> WHAT IS BEING ASKED
Write out the records that follow exactly. Do not include pictures.

————————

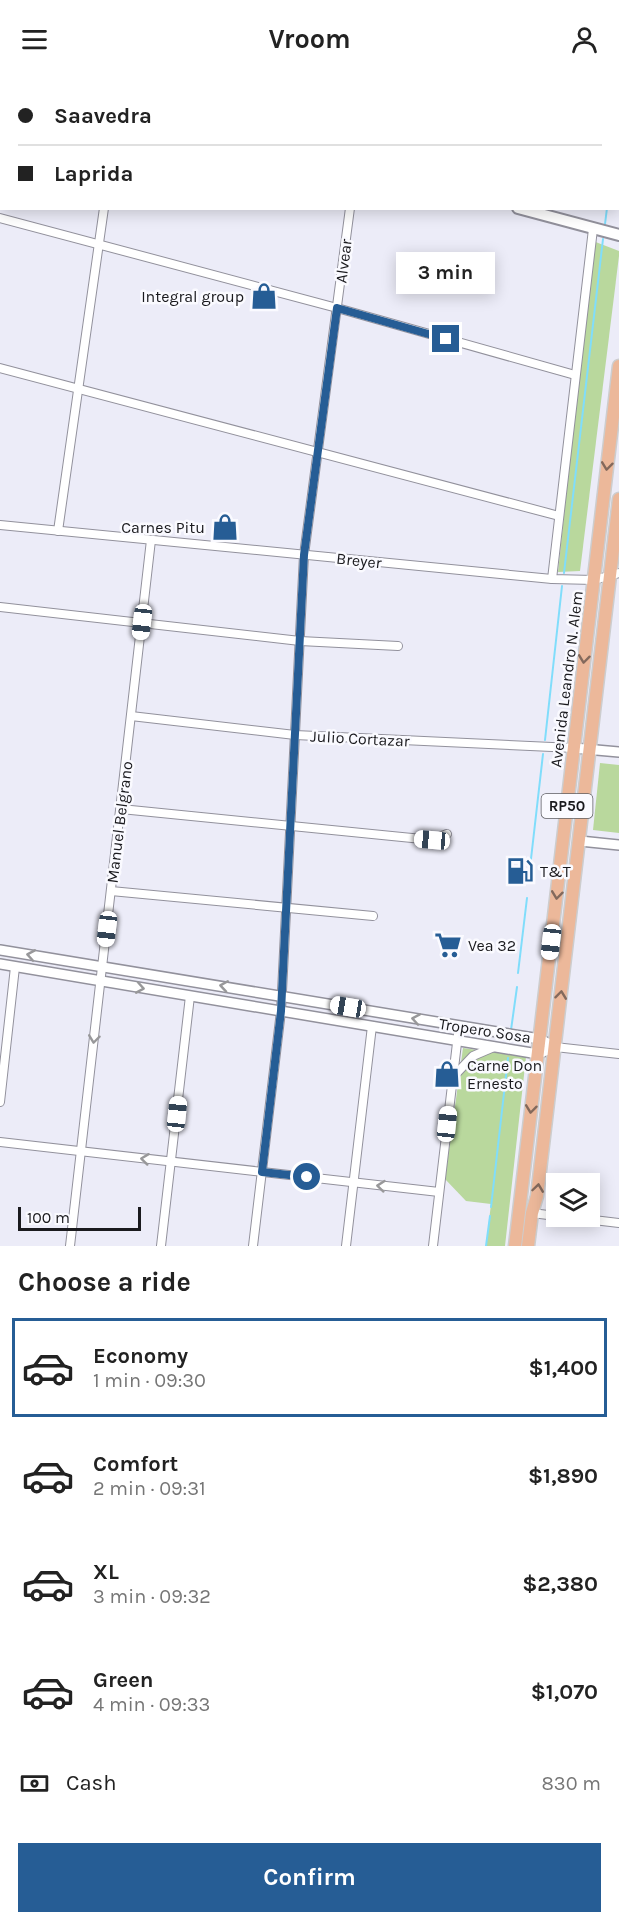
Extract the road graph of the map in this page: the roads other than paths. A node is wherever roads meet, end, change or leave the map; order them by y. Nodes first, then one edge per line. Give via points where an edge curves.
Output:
1 (104, 210) edge
2 (350, 210) edge
3 (525, 210) edge
4 (0, 218) edge
5 (592, 229) junction
6 (619, 235) edge
7 (99, 245) junction
8 (337, 308) junction
9 (619, 366) edge
10 (0, 368) edge
11 (575, 375) junction
12 (79, 388) junction
13 (318, 452) junction
14 (619, 499) edge
15 (559, 516) junction
16 (0, 525) edge
17 (58, 531) junction
18 (151, 540) junction
19 (304, 555) junction
20 (615, 575) edge
21 (552, 579) junction
22 (594, 580) junction
23 (0, 607) edge
24 (142, 622) junction
25 (300, 641) junction
26 (398, 646) dead end
27 (131, 716) junction
28 (295, 735) junction
29 (574, 748) junction
30 (590, 749) junction
31 (619, 753) edge
32 (121, 809) junction
33 (291, 827) junction
34 (447, 834) dead end
35 (580, 841) junction
36 (619, 845) edge
37 (111, 891) junction
38 (286, 908) junction
39 (373, 916) dead end
40 (0, 950) edge
41 (0, 964) edge
42 (15, 967) junction
43 (103, 967) junction
44 (101, 981) junction
45 (282, 995) junction
46 (190, 996) junction
47 (281, 1011) junction
48 (372, 1026) junction
49 (459, 1026) junction
50 (540, 1039) junction
51 (457, 1041) junction
52 (494, 1047) junction
53 (555, 1047) junction
54 (538, 1054) junction
55 (619, 1054) edge
56 (452, 1078) junction
57 (0, 1102) edge
58 (0, 1142) edge
59 (81, 1151) junction
60 (171, 1162) junction
61 (262, 1172) junction
62 (353, 1183) junction
63 (439, 1192) junction
64 (532, 1213) junction
65 (546, 1215) edge
66 (600, 1221) edge
67 (619, 1223) edge
68 (70, 1246) edge
69 (161, 1246) edge
70 (253, 1246) edge
71 (346, 1246) edge
72 (433, 1246) edge
73 (515, 1246) edge
74 (528, 1246) edge

1 - 7 street
2 - 8 street, Alvear
3 - 5 main road
4 - 7 street
5 - 6 main road
5 - 11 street
7 - 8 street
7 - 12 street
8 - 11 street
8 - 13 street, Alvear
9 -> 22 main road, Avenida Leandro N. Alem / RP50
10 - 12 street
11 - 15 street
12 - 13 street
12 - 17 street
13 - 15 street
13 - 19 street, Alvear
14 - 20 main road, Avenida Leandro N. Alem / RP50
15 - 21 street
16 - 17 street, Breyer
17 - 18 street, Breyer
18 - 19 street, Breyer
18 - 24 street, Manuel Belgrano
19 - 21 street, Breyer
19 - 25 street, Alvear
20 - 22 street, Breyer
20 - 30 main road, Avenida Leandro N. Alem / RP50
21 - 22 street, Breyer
22 -> 29 main road, Avenida Leandro N. Alem / RP50
23 - 24 street
24 - 25 street
24 - 27 street, Manuel Belgrano
25 - 26 street
25 - 28 street, Alvear
27 - 28 street, Julio Cortazar
27 - 32 street, Manuel Belgrano
28 - 29 street, Julio Cortazar
28 - 33 street, Alvear
29 - 30 street, Julio Cortazar
29 -> 50 main road, Avenida Leandro N. Alem / RP50
30 - 31 street, Julio Cortazar
30 - 35 main road, Avenida Leandro N. Alem / RP50
32 - 33 street
32 - 37 street, Manuel Belgrano
33 - 34 street via 432,840
33 - 38 street, Alvear
35 - 36 street
53 -> 35 main road, Avenida Leandro N. Alem / RP50
37 - 38 street
37 - 43 street, Manuel Belgrano
38 - 39 street
38 - 45 street, Alvear
43 -> 40 street, Tropero Sosa
41 - 42 street, Tropero Sosa
42 - 44 street, Tropero Sosa
42 - 57 street
43 - 44 street, Manuel Belgrano
45 -> 43 street, Tropero Sosa
44 -> 46 street, Tropero Sosa
44 -> 59 street, Manuel Belgrano
45 - 47 street, Alvear
49 -> 45 street, Tropero Sosa
46 - 47 street, Tropero Sosa
46 - 60 street
47 - 48 street, Tropero Sosa
47 - 61 street, Alvear
48 - 51 street, Tropero Sosa
48 - 62 street
49 - 50 street, Tropero Sosa
49 - 51 street
50 - 53 street, Tropero Sosa
50 - 54 main road, Avenida Leandro N. Alem / RP50
51 - 52 street, Tropero Sosa
51 - 56 street
52 - 54 street, Tropero Sosa
52 - 56 street via 473,1056
53 - 54 street, Tropero Sosa
53 - 55 street
64 -> 53 main road, Avenida Leandro N. Alem / RP50
54 -> 73 main road, Avenida Leandro N. Alem / RP50
56 - 63 street
58 - 59 street
60 -> 59 street
59 - 68 street, Manuel Belgrano
60 - 61 street
60 - 69 street
61 - 62 street
61 - 70 street, Alvear
63 -> 62 street
62 - 71 street
63 - 72 street
64 - 65 street
64 - 74 main road, Avenida Leandro N. Alem / RP50
66 - 67 street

————————

> SOLUTION TO THIS PROBLEM
Extract the road graph of the map in this page: the roads other than paths. A node is wherever roads meet, end, change or leave the map; order them by y. Nodes first, then one edge per line. Give via points where an edge curves.
Output:
1 (104, 210) edge
2 (350, 210) edge
3 (525, 210) edge
4 (0, 218) edge
5 (592, 229) junction
6 (619, 235) edge
7 (99, 245) junction
8 (337, 308) junction
9 (619, 366) edge
10 (0, 368) edge
11 (575, 375) junction
12 (79, 388) junction
13 (318, 452) junction
14 (619, 499) edge
15 (559, 516) junction
16 (0, 525) edge
17 (58, 531) junction
18 (151, 540) junction
19 (304, 555) junction
20 (615, 575) edge
21 (552, 579) junction
22 (594, 580) junction
23 (0, 607) edge
24 (142, 622) junction
25 (300, 641) junction
26 (398, 646) dead end
27 (131, 716) junction
28 (295, 735) junction
29 (574, 748) junction
30 (590, 749) junction
31 (619, 753) edge
32 (121, 809) junction
33 (291, 827) junction
34 (447, 834) dead end
35 (580, 841) junction
36 (619, 845) edge
37 (111, 891) junction
38 (286, 908) junction
39 (373, 916) dead end
40 (0, 950) edge
41 (0, 964) edge
42 (15, 967) junction
43 (103, 967) junction
44 (101, 981) junction
45 (282, 995) junction
46 (190, 996) junction
47 (281, 1011) junction
48 (372, 1026) junction
49 (459, 1026) junction
50 (540, 1039) junction
51 (457, 1041) junction
52 (494, 1047) junction
53 (555, 1047) junction
54 (538, 1054) junction
55 (619, 1054) edge
56 (452, 1078) junction
57 (0, 1102) edge
58 (0, 1142) edge
59 (81, 1151) junction
60 (171, 1162) junction
61 (262, 1172) junction
62 (353, 1183) junction
63 (439, 1192) junction
64 (532, 1213) junction
65 (546, 1215) edge
66 (600, 1221) edge
67 (619, 1223) edge
68 (70, 1246) edge
69 (161, 1246) edge
70 (253, 1246) edge
71 (346, 1246) edge
72 (433, 1246) edge
73 (515, 1246) edge
74 (528, 1246) edge

1 - 7 street
2 - 8 street, Alvear
3 - 5 main road
4 - 7 street
5 - 6 main road
5 - 11 street
7 - 8 street
7 - 12 street
8 - 11 street
8 - 13 street, Alvear
9 -> 22 main road, Avenida Leandro N. Alem / RP50
10 - 12 street
11 - 15 street
12 - 13 street
12 - 17 street
13 - 15 street
13 - 19 street, Alvear
14 - 20 main road, Avenida Leandro N. Alem / RP50
15 - 21 street
16 - 17 street, Breyer
17 - 18 street, Breyer
18 - 19 street, Breyer
18 - 24 street, Manuel Belgrano
19 - 21 street, Breyer
19 - 25 street, Alvear
20 - 22 street, Breyer
20 - 30 main road, Avenida Leandro N. Alem / RP50
21 - 22 street, Breyer
22 -> 29 main road, Avenida Leandro N. Alem / RP50
23 - 24 street
24 - 25 street
24 - 27 street, Manuel Belgrano
25 - 26 street
25 - 28 street, Alvear
27 - 28 street, Julio Cortazar
27 - 32 street, Manuel Belgrano
28 - 29 street, Julio Cortazar
28 - 33 street, Alvear
29 - 30 street, Julio Cortazar
29 -> 50 main road, Avenida Leandro N. Alem / RP50
30 - 31 street, Julio Cortazar
30 - 35 main road, Avenida Leandro N. Alem / RP50
32 - 33 street
32 - 37 street, Manuel Belgrano
33 - 34 street via 432,840
33 - 38 street, Alvear
35 - 36 street
53 -> 35 main road, Avenida Leandro N. Alem / RP50
37 - 38 street
37 - 43 street, Manuel Belgrano
38 - 39 street
38 - 45 street, Alvear
43 -> 40 street, Tropero Sosa
41 - 42 street, Tropero Sosa
42 - 44 street, Tropero Sosa
42 - 57 street
43 - 44 street, Manuel Belgrano
45 -> 43 street, Tropero Sosa
44 -> 46 street, Tropero Sosa
44 -> 59 street, Manuel Belgrano
45 - 47 street, Alvear
49 -> 45 street, Tropero Sosa
46 - 47 street, Tropero Sosa
46 - 60 street
47 - 48 street, Tropero Sosa
47 - 61 street, Alvear
48 - 51 street, Tropero Sosa
48 - 62 street
49 - 50 street, Tropero Sosa
49 - 51 street
50 - 53 street, Tropero Sosa
50 - 54 main road, Avenida Leandro N. Alem / RP50
51 - 52 street, Tropero Sosa
51 - 56 street
52 - 54 street, Tropero Sosa
52 - 56 street via 473,1056
53 - 54 street, Tropero Sosa
53 - 55 street
64 -> 53 main road, Avenida Leandro N. Alem / RP50
54 -> 73 main road, Avenida Leandro N. Alem / RP50
56 - 63 street
58 - 59 street
60 -> 59 street
59 - 68 street, Manuel Belgrano
60 - 61 street
60 - 69 street
61 - 62 street
61 - 70 street, Alvear
63 -> 62 street
62 - 71 street
63 - 72 street
64 - 65 street
64 - 74 main road, Avenida Leandro N. Alem / RP50
66 - 67 street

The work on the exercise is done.